In formula, a_t-1It (s) is from 0 to t-1 moment, and the t-1 moment is predicted as the forward direction probability of s-th of character in sequence l '；a_t-1 It (s-1) is from 0 to t-1 moment, and the t-1 moment is predicted as the forward direction probability of the s-1 character in sequence l '；By a_t-1(s) and a_t-1(s-1) total forward direction probability before the two summation obtains t momentB indicates blank tag blank；L is indicated in image The length of character string；L ' indicates to introduce the sequence length after blank label, l '=2l+1；l'_s,l’_s-2Respectively indicate l ' sequence S, s-2 characters in column；Indicate that t moment is predicted as the probability of s-th of character in sequence l '；

Define backward algorithm β_t(s), it initializes:

In formula,Indicate that the T moment is predicted as the probability of blank, as backward probability β_T(l ') the i.e. T moment is predicted as sequence The backward probability of the last one blank of l '；It indicates that the T moment is predicted as the probability of last character in sequence l, is made For β_T(l ' -1) the i.e. T moment is predicted as the backward probability of penultimate character in sequence l '；

Subsequent recurrence formula are as follows:

Wherein,

In formula, β_t+1(s) indicate that the t+1 moment is predicted as in sequence the rear to general of s-th of character to total moment T, and at the t+1 moment Rate；β_t+1(s+1) indicate that the t+1 moment to total moment T, and is predicted as at the t+ moment backward probability of the s+ character in sequence；It will β_t+1(s) and β_t+1(s+1) the two summation obtains total backward probabilityB indicates blank tag blank；L indicates word in image Accord with the length of sequence；L ' indicates to introduce the sequence length after blank label, l '=2l+1；l'_s,l’_s+2Respectively indicate l ' sequence In s, s+2 characters；Indicate that t moment is predicted as the probability of s-th of character in sequence l '；

In formula, t indicates the moment；T indicates total moment；L indicates sequence length；S indicates s-th of character in sequence；When indicating t Carve the probability for being predicted as s-th of character in l sequence；α_t(s) it indicates in t moment by all possible path formation sequence l_1:sIt is general Rate；β_t(s) refer to and generate subsequent sequence l by all possible paths in t moment_s:lProbability.

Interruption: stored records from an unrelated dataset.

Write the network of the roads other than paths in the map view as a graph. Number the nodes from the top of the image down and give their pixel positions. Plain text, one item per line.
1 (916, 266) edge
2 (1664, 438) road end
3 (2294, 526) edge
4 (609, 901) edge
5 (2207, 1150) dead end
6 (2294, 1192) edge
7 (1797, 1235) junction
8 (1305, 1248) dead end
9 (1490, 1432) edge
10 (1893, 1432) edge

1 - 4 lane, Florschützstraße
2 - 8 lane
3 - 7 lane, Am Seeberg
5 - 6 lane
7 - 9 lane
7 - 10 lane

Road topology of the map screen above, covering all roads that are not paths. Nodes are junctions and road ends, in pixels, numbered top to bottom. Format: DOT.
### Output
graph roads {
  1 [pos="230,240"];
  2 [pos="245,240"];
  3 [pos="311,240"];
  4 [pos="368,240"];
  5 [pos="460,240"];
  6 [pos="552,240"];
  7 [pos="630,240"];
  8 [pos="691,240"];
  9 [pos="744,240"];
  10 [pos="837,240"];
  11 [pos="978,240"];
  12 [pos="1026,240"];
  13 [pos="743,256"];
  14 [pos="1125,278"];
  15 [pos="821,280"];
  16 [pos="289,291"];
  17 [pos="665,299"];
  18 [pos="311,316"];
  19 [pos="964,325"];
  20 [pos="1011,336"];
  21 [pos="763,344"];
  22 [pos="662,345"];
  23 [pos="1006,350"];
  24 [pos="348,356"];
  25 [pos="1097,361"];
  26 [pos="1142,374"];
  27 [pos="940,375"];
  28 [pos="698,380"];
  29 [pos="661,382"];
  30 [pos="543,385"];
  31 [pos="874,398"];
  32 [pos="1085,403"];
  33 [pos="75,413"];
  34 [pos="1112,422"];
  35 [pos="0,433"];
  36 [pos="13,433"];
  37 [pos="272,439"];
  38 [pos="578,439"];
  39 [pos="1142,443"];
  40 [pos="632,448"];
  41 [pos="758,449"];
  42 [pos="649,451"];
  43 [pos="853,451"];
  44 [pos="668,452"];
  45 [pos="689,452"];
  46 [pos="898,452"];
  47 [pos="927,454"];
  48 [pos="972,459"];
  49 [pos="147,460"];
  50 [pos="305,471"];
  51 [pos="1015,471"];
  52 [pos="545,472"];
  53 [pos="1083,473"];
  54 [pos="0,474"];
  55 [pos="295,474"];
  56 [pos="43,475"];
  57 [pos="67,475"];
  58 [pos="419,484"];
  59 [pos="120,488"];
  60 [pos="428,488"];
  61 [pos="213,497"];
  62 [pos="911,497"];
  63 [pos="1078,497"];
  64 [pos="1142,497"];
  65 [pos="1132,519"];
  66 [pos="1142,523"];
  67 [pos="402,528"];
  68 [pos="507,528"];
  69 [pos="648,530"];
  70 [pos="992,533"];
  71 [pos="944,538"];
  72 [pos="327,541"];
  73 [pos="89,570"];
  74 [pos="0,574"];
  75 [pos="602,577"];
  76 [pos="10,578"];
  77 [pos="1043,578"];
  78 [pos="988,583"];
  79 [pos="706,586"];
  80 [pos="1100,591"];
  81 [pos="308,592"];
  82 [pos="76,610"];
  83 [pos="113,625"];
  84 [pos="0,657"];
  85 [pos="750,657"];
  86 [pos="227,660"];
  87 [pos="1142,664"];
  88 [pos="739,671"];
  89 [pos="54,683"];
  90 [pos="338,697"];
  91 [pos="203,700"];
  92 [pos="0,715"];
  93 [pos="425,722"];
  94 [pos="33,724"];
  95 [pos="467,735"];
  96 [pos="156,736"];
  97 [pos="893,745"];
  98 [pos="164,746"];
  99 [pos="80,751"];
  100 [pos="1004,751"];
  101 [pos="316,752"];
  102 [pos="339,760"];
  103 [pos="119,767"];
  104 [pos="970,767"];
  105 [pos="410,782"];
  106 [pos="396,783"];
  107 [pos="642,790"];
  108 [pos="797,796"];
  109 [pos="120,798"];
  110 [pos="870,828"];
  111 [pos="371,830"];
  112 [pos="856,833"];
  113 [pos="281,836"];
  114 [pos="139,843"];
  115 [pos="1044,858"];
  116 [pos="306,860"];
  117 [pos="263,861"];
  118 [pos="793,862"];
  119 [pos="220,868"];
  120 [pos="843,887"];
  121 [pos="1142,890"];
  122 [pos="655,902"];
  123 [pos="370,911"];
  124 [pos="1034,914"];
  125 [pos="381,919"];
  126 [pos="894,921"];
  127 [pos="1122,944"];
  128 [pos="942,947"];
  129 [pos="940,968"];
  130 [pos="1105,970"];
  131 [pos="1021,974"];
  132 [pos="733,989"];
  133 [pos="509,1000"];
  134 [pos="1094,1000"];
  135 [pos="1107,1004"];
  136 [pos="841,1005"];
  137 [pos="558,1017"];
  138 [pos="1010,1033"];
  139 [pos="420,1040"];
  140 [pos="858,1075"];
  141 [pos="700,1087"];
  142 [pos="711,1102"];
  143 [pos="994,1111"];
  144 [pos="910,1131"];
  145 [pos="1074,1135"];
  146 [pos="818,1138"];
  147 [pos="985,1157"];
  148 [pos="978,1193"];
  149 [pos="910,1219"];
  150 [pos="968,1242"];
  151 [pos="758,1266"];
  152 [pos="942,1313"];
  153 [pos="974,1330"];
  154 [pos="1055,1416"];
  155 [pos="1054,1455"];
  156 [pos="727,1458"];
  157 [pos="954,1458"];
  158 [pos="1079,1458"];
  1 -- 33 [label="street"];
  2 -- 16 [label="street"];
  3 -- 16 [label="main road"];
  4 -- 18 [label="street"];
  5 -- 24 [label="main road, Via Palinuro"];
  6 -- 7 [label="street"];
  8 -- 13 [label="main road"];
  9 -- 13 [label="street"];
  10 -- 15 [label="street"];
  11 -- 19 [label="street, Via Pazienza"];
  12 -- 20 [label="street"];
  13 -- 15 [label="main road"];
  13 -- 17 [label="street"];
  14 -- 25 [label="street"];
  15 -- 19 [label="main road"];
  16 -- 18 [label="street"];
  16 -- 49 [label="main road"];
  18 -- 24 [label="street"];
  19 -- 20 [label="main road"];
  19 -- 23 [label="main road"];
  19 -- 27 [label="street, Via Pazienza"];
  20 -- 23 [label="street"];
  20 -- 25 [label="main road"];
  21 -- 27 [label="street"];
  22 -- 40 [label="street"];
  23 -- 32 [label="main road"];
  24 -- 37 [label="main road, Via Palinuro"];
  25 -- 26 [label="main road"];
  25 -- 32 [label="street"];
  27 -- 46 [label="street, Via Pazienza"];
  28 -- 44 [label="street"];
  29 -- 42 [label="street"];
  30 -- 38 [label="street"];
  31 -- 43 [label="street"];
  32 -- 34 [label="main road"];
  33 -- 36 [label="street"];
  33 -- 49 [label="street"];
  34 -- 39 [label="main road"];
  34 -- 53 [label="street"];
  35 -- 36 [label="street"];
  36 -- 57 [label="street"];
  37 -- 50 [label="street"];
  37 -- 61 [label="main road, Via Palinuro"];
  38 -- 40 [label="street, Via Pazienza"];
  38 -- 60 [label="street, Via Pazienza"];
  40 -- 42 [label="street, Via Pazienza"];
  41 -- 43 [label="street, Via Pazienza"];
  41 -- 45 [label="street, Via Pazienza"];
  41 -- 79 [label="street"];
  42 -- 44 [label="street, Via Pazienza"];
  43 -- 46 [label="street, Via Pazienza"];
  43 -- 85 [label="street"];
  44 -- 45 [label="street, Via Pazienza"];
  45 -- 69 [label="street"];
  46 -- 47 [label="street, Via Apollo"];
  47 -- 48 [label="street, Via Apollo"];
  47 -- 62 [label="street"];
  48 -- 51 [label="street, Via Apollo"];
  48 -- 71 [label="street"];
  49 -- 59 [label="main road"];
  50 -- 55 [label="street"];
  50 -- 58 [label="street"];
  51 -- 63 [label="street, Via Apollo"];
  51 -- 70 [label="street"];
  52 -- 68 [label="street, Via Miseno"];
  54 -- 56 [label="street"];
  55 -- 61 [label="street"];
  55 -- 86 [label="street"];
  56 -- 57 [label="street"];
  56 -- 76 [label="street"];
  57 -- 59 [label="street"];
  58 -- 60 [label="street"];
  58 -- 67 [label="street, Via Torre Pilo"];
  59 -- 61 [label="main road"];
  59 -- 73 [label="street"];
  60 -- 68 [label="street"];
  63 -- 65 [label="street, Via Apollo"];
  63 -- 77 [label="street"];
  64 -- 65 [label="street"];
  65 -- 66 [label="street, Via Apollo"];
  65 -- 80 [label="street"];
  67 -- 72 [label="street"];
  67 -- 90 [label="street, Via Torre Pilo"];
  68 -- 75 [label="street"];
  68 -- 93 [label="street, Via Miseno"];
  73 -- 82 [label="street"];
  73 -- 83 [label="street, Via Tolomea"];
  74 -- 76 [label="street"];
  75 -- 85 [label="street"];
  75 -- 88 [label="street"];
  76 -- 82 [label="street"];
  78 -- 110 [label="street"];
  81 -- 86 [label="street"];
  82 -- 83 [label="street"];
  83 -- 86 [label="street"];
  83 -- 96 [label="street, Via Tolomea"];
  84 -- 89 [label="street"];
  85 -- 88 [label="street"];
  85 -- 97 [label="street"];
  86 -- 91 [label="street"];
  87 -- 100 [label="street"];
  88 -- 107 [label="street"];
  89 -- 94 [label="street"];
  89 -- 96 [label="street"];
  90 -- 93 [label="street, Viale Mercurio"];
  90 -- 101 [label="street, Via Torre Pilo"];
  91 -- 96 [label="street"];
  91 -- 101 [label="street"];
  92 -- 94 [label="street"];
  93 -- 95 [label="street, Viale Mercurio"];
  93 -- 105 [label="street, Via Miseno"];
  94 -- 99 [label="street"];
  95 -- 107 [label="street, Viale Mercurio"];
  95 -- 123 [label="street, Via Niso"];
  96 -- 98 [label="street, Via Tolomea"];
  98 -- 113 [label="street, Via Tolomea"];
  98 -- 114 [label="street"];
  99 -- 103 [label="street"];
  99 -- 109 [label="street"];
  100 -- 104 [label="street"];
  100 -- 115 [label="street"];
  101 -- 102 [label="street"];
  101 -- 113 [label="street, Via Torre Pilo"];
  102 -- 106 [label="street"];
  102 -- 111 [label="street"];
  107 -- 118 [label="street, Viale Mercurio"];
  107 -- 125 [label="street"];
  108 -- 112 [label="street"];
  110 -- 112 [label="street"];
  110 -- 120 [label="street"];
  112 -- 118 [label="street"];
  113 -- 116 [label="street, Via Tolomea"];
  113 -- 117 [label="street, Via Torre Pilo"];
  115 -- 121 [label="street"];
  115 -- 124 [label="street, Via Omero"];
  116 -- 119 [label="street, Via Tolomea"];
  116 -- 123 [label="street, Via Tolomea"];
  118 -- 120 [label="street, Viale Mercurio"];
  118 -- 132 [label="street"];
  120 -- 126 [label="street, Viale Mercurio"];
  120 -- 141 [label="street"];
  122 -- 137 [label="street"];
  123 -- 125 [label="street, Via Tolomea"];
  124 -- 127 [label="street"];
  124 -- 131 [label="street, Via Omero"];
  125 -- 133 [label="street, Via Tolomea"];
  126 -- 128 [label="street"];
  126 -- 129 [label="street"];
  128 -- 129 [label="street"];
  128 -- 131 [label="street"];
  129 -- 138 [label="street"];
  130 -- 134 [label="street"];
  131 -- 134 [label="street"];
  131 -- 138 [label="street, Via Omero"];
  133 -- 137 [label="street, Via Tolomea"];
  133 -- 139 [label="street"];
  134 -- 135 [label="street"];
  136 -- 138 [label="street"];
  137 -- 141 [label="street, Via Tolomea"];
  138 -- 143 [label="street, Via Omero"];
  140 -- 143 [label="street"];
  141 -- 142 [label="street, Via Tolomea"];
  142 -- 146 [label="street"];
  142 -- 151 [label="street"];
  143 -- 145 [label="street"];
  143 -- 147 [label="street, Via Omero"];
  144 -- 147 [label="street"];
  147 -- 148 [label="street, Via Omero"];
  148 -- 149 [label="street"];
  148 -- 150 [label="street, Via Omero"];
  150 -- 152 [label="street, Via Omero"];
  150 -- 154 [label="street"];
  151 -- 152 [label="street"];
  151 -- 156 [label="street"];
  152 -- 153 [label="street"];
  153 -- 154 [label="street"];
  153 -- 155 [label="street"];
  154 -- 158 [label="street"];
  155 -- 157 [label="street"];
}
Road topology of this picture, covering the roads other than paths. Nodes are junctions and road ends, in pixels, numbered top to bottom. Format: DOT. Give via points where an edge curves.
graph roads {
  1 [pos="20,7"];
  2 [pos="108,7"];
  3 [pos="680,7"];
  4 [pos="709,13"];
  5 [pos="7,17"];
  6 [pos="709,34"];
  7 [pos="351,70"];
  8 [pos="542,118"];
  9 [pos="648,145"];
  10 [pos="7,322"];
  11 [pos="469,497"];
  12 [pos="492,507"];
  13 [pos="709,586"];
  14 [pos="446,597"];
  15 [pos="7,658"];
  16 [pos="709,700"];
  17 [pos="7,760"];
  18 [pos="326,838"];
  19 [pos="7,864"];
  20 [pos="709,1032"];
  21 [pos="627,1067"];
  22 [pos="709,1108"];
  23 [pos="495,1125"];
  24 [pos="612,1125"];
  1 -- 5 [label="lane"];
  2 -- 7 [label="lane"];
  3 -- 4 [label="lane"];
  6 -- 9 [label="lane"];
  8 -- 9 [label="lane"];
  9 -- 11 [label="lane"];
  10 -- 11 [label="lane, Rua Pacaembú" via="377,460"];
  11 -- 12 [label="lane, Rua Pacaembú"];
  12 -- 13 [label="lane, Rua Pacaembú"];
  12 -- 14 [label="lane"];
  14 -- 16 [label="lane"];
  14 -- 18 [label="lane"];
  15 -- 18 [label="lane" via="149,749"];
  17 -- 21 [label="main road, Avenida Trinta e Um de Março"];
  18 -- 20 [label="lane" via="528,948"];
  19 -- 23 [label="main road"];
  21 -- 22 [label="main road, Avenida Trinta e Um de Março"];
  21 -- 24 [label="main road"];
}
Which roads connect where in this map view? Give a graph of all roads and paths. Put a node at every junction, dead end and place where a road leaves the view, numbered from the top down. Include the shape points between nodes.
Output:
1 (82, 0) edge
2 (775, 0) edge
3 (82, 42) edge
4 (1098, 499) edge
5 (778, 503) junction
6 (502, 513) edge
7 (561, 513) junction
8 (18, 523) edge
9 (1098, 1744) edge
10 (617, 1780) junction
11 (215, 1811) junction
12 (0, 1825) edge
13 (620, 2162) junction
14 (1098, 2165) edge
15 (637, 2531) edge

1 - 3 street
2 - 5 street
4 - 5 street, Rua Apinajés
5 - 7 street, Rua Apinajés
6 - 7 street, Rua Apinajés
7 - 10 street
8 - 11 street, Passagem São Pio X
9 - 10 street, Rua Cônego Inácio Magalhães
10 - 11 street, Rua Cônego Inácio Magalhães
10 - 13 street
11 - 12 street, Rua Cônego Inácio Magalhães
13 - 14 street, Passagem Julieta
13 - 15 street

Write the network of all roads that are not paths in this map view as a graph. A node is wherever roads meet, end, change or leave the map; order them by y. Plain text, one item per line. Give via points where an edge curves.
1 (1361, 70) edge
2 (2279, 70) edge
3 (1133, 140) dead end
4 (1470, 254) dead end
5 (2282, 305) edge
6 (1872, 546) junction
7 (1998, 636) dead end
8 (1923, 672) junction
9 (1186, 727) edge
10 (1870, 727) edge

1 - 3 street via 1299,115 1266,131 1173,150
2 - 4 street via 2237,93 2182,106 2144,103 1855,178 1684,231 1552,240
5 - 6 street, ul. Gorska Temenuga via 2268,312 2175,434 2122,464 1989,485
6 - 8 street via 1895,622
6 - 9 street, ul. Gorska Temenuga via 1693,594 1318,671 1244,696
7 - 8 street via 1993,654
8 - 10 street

10. continuously at section text detection and recognition methods in image as claimed in claim 9, which is characterized in that the step 6 In, the loss function of CTC are as follows:

Wherein, p (z | x) indicates given input x, the probability that list entries is z；U indicates the length of original sequence；T indicates the moment； α (t, u) indicates the forward direction probability in t moment in node u；β (t, u) indicates the backward probability in t moment in node u.